Clustering and Indexing of Multimedia Objects in the MARS System

Friday, February 2, 2001 - 11:00am - 12:45pm
Lind 400
Sharad Mehrotra (University of California)
The goal of the MARS project is the design and development of next generation information systems that provides seamless access to multimedia information based on its rich internal content. Due to many fundamental limitations of retrieving multimedia information based solely on textual annotations, we have adopted a vision centric approach in which objects are represented and retrieved based on low-level visual features (e.g., color, texture, layout, etc). These visual properties may be extracted automatically from images/video making the approach scalable to large as well as heterogeneous multimedia collections.

Supporting content-based queries over visual feature representations poses many significant challenges to existing practice of database management (DBMS) and information retrieval (IR). Existing IR techniques that deal primarily with textual information need to be generalized to support content-based retrieval over multimedia. Furthermore, since visual feature representations define complex non-euclidean vector spaces, techniques need to be developed to support such complex multidimensional information in DBMSs. Another challenge is to integrate multimedia IR techniques with DBMSs. Problem arises since existing DBMSs do not have any native support for storage and processing of imprecise information while content-based retrieval is inherently imprecise.

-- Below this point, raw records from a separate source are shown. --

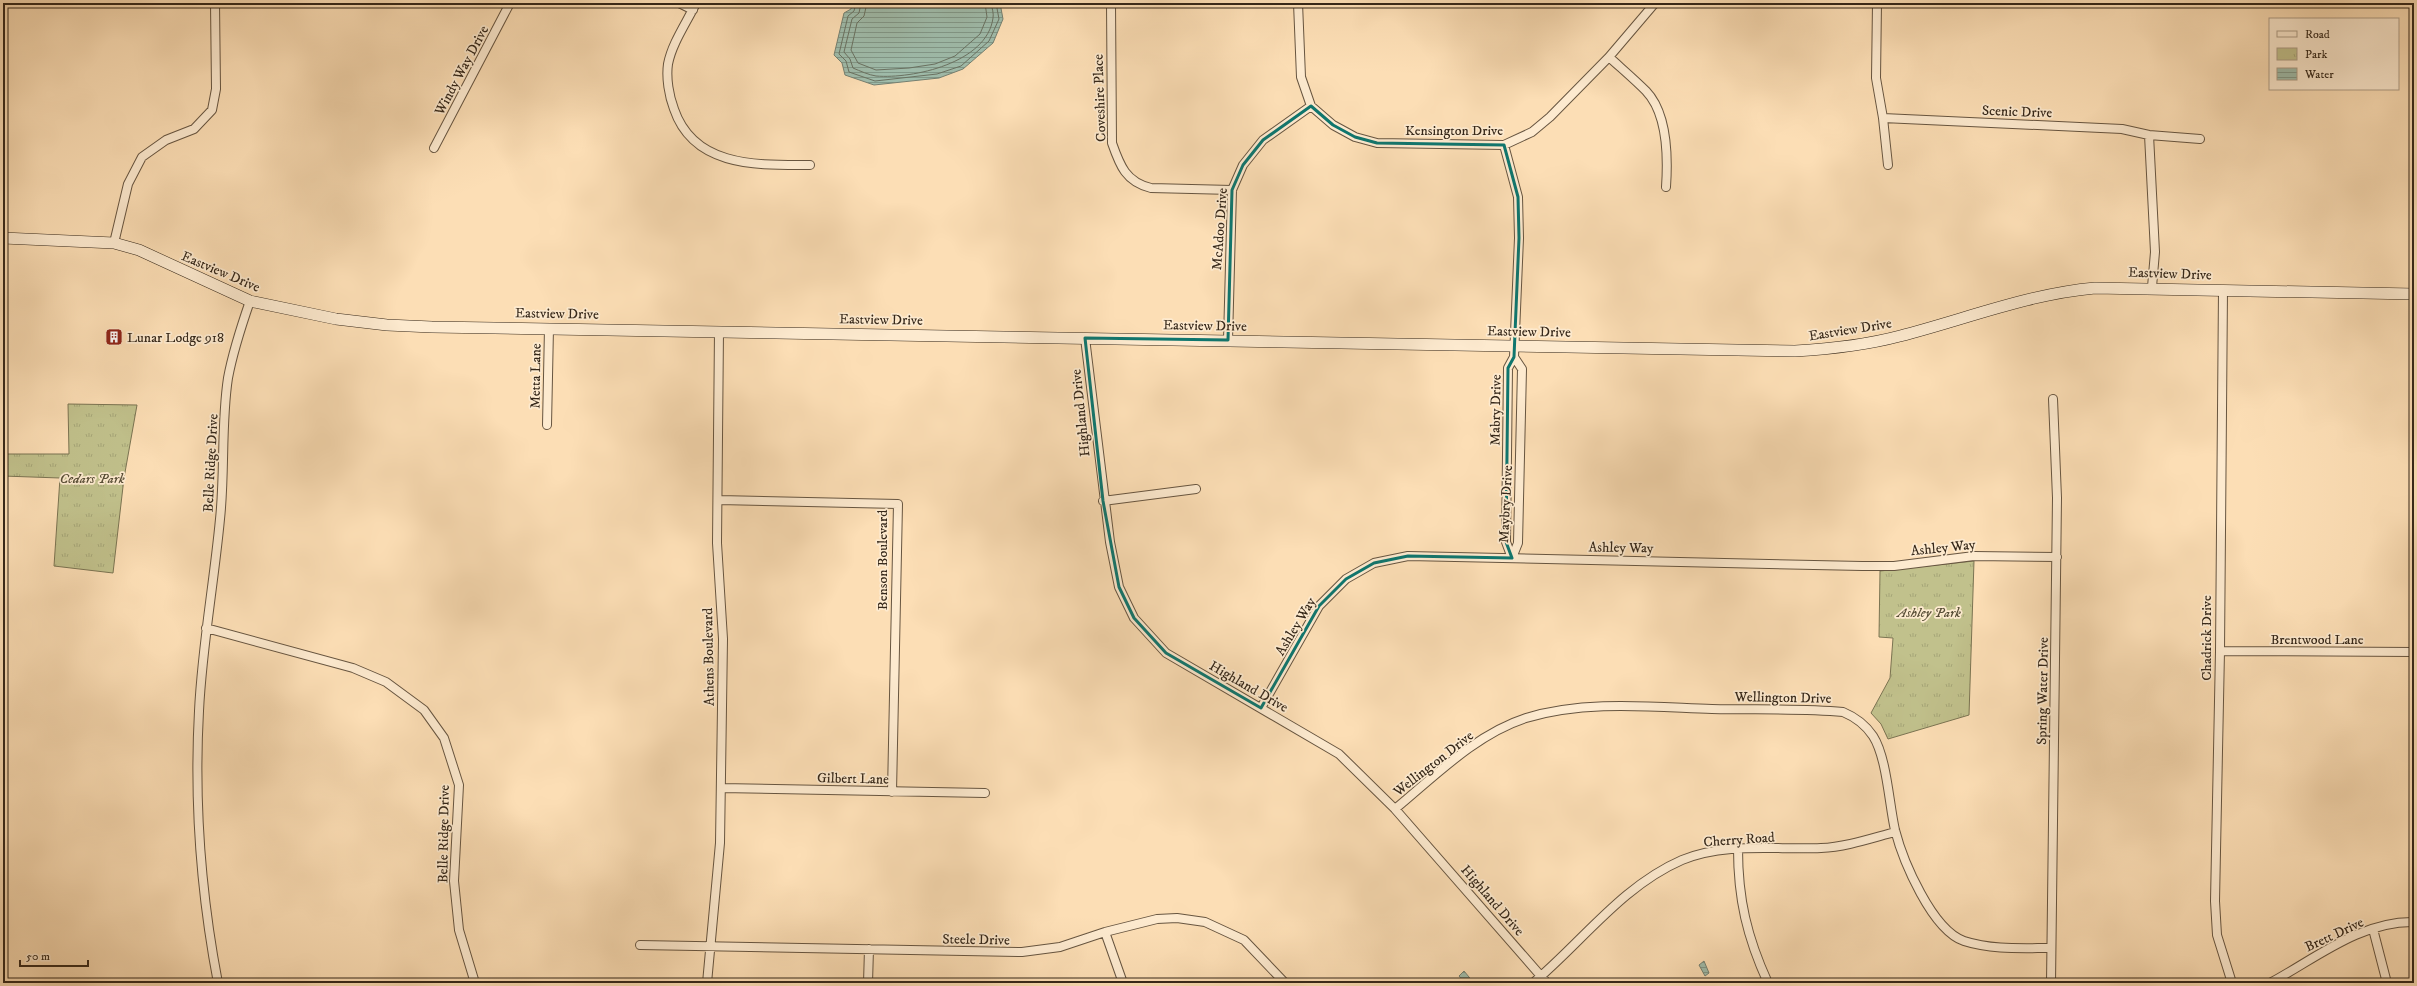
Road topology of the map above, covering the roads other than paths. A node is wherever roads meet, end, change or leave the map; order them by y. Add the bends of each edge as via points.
1 (215, 3) edge
2 (510, 3) edge
3 (679, 3) edge
4 (1111, 3) edge
5 (1298, 3) edge
6 (1655, 3) edge
7 (1877, 3) edge
8 (695, 6) edge
9 (1609, 57) junction
10 (1311, 106) junction
11 (1883, 118) junction
12 (2149, 134) junction
13 (2200, 139) dead end
14 (1504, 145) junction
15 (434, 148) dead end
16 (810, 165) dead end
17 (1888, 165) dead end
18 (1666, 187) dead end
19 (1232, 190) junction
20 (3, 238) edge
21 (114, 243) junction
22 (2152, 287) junction
23 (2223, 290) junction
24 (2414, 294) edge
25 (250, 301) junction
26 (549, 328) junction
27 (719, 331) junction
28 (1085, 338) junction
29 (1228, 340) junction
30 (1514, 351) junction
31 (2053, 400) dead end
32 (547, 425) dead end
33 (1196, 489) dead end
34 (719, 500) junction
35 (1103, 501) junction
36 (1512, 558) junction
37 (2056, 558) junction
38 (206, 628) junction
39 (2220, 651) junction
40 (2414, 652) edge
41 (1262, 708) junction
42 (721, 788) junction
43 (892, 792) junction
44 (985, 793) dead end
45 (1395, 809) junction
46 (1895, 832) junction
47 (1738, 849) junction
48 (2414, 922) edge
49 (2373, 929) junction
50 (1105, 932) junction
51 (640, 945) dead end
52 (712, 946) junction
53 (2051, 948) junction
54 (869, 949) junction
55 (1542, 976) junction
56 (218, 983) edge
57 (475, 983) edge
58 (707, 983) edge
59 (868, 983) edge
60 (1123, 983) edge
61 (1285, 983) edge
62 (1533, 983) edge
63 (1547, 983) edge
64 (1768, 983) edge
65 (2050, 983) edge
66 (2232, 983) edge
67 (2270, 983) edge
68 (2387, 983) edge

1 - 21 street via 216,89 212,110 194,129 166,140 142,157 128,184
2 - 15 street, Windy Way Drive
3 - 8 street
4 - 19 street, Coveshire Place via 1112,143 1127,176 1142,186 1152,188
5 - 10 street via 1301,77
6 - 9 street, Kensington Drive
7 - 11 street via 1876,78
8 - 16 street via 668,64 668,87 679,123 692,140 714,154 736,161 763,165
9 - 14 street, Kensington Drive via 1532,132
9 - 18 street via 1647,92 1661,120 1668,155
10 - 14 street, Kensington Drive via 1333,125 1354,137 1377,143
10 - 19 street, McAdoo Drive via 1263,140 1243,165
11 - 12 street, Scenic Drive via 2122,129
11 - 17 street
12 - 13 street, Scenic Drive
12 - 22 street via 2155,252
14 - 30 street, Mabry Drive via 1518,197 1519,238
19 - 29 street, McAdoo Drive
20 - 21 street, Eastview Drive
21 - 25 street, Eastview Drive via 138,250
22 - 23 street, Eastview Drive
22 - 30 street, Eastview Drive via 2054,292 1900,336 1822,350
23 - 24 street, Eastview Drive
23 - 39 street, Chadrick Drive
25 - 26 street, Eastview Drive via 336,319 387,325
25 - 38 street, Belle Ridge Drive via 235,344 228,379 220,519
26 - 27 street, Eastview Drive
26 - 32 street, Metta Lane
27 - 28 street, Eastview Drive
27 - 34 street, Athens Boulevard
28 - 29 street, Eastview Drive
28 - 35 street, Highland Drive
29 - 30 street, Eastview Drive
30 - 36 street, Mabry Drive via 1508,368 1506,542
30 - 36 street, Maybry Drive via 1522,369 1518,544
31 - 37 street, Spring Water Drive via 2057,498
33 - 35 street
34 - 42 street, Athens Boulevard via 717,543 723,639
34 - 43 street, Benson Boulevard via 898,504
35 - 41 street, Highland Drive via 1119,587 1134,618 1166,653
36 - 37 street, Ashley Way via 1862,566 1894,566 1974,556
36 - 41 street, Ashley Way via 1408,556 1374,563 1346,579 1319,606
37 - 53 street, Spring Water Drive
38 - 56 street, Belle Ridge Drive via 199,712 198,819 204,900
38 - 57 street, Belle Ridge Drive via 353,668 386,682 424,710 444,738 458,785 454,881 459,930
39 - 40 street, Brentwood Lane
39 - 66 street, Chadrick Drive via 2215,901 2217,935
41 - 45 street, Highland Drive via 1340,754
42 - 43 street, Gilbert Lane
42 - 52 street, Athens Boulevard via 720,843
43 - 44 street, Gilbert Lane
45 - 46 street, Wellington Drive via 1467,750 1496,732 1525,718 1573,707 1830,711 1842,712 1857,718 1873,737 1882,763
45 - 55 street, Highland Drive
46 - 47 street, Cherry Road via 1823,848
46 - 53 street, Wellington Drive via 1921,897 1942,925 1962,940 1992,948
47 - 55 street, Cherry Road via 1702,854 1661,871 1626,895
47 - 64 street via 1738,885 1745,923
48 - 49 street, Brett Drive
49 - 67 street, Brett Drive via 2330,947
49 - 68 street
50 - 54 street, Steele Drive via 1060,947 1022,952
50 - 60 street
50 - 61 street, Steele Drive via 1177,918 1205,922 1244,940
51 - 52 street, Steele Drive
52 - 54 street, Steele Drive
52 - 58 street, Athens Boulevard
53 - 65 street, Spring Water Drive
54 - 59 street
55 - 62 street, Cherry Road
55 - 63 street, Highland Drive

In this talk, I will provide an overview of the progress we have made in addressing some of the above challenges in supporting multimedia information in DBMSs. The focus of the talk will be on the problem of indexing and efficient retrieval of multimedia objects (viz., the dimensionality curse problem, support for arbitrary distance metrics, support for novel types of queries including refined queries in databases) and the solutions developed in the context of MARS.